**Task brief:** Each entry needs to be copied exactly, with nothing left out.

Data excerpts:
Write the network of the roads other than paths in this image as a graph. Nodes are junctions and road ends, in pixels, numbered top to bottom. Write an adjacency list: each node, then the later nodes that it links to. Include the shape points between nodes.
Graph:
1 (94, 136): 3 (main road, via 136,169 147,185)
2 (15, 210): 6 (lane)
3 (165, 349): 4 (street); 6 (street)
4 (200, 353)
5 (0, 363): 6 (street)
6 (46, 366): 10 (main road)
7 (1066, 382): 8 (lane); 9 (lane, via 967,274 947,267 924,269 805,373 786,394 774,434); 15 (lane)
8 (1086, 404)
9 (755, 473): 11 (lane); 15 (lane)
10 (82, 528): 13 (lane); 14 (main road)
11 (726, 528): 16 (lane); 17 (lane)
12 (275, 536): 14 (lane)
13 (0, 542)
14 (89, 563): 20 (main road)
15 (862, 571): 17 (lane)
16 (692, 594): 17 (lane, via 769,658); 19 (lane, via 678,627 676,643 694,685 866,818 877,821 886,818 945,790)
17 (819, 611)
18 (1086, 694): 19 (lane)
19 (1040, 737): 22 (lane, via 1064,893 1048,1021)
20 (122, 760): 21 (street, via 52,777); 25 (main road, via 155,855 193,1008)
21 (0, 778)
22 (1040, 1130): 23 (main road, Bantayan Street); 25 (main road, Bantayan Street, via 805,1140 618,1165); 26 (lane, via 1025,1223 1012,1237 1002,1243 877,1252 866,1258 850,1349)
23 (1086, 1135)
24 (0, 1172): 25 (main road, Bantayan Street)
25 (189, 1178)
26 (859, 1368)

**Task answer:**
Write the network of the roads other than paths in this image as a graph. Nodes are junctions and road ends, in pixels, numbered top to bottom. Write an adjacency list: each node, then the later nodes that it links to. Include the shape points between nodes.
Graph:
1 (94, 136): 3 (main road, via 136,169 147,185)
2 (15, 210): 6 (lane)
3 (165, 349): 4 (street); 6 (street)
4 (200, 353)
5 (0, 363): 6 (street)
6 (46, 366): 10 (main road)
7 (1066, 382): 8 (lane); 9 (lane, via 967,274 947,267 924,269 805,373 786,394 774,434); 15 (lane)
8 (1086, 404)
9 (755, 473): 11 (lane); 15 (lane)
10 (82, 528): 13 (lane); 14 (main road)
11 (726, 528): 16 (lane); 17 (lane)
12 (275, 536): 14 (lane)
13 (0, 542)
14 (89, 563): 20 (main road)
15 (862, 571): 17 (lane)
16 (692, 594): 17 (lane, via 769,658); 19 (lane, via 678,627 676,643 694,685 866,818 877,821 886,818 945,790)
17 (819, 611)
18 (1086, 694): 19 (lane)
19 (1040, 737): 22 (lane, via 1064,893 1048,1021)
20 (122, 760): 21 (street, via 52,777); 25 (main road, via 155,855 193,1008)
21 (0, 778)
22 (1040, 1130): 23 (main road, Bantayan Street); 25 (main road, Bantayan Street, via 805,1140 618,1165); 26 (lane, via 1025,1223 1012,1237 1002,1243 877,1252 866,1258 850,1349)
23 (1086, 1135)
24 (0, 1172): 25 (main road, Bantayan Street)
25 (189, 1178)
26 (859, 1368)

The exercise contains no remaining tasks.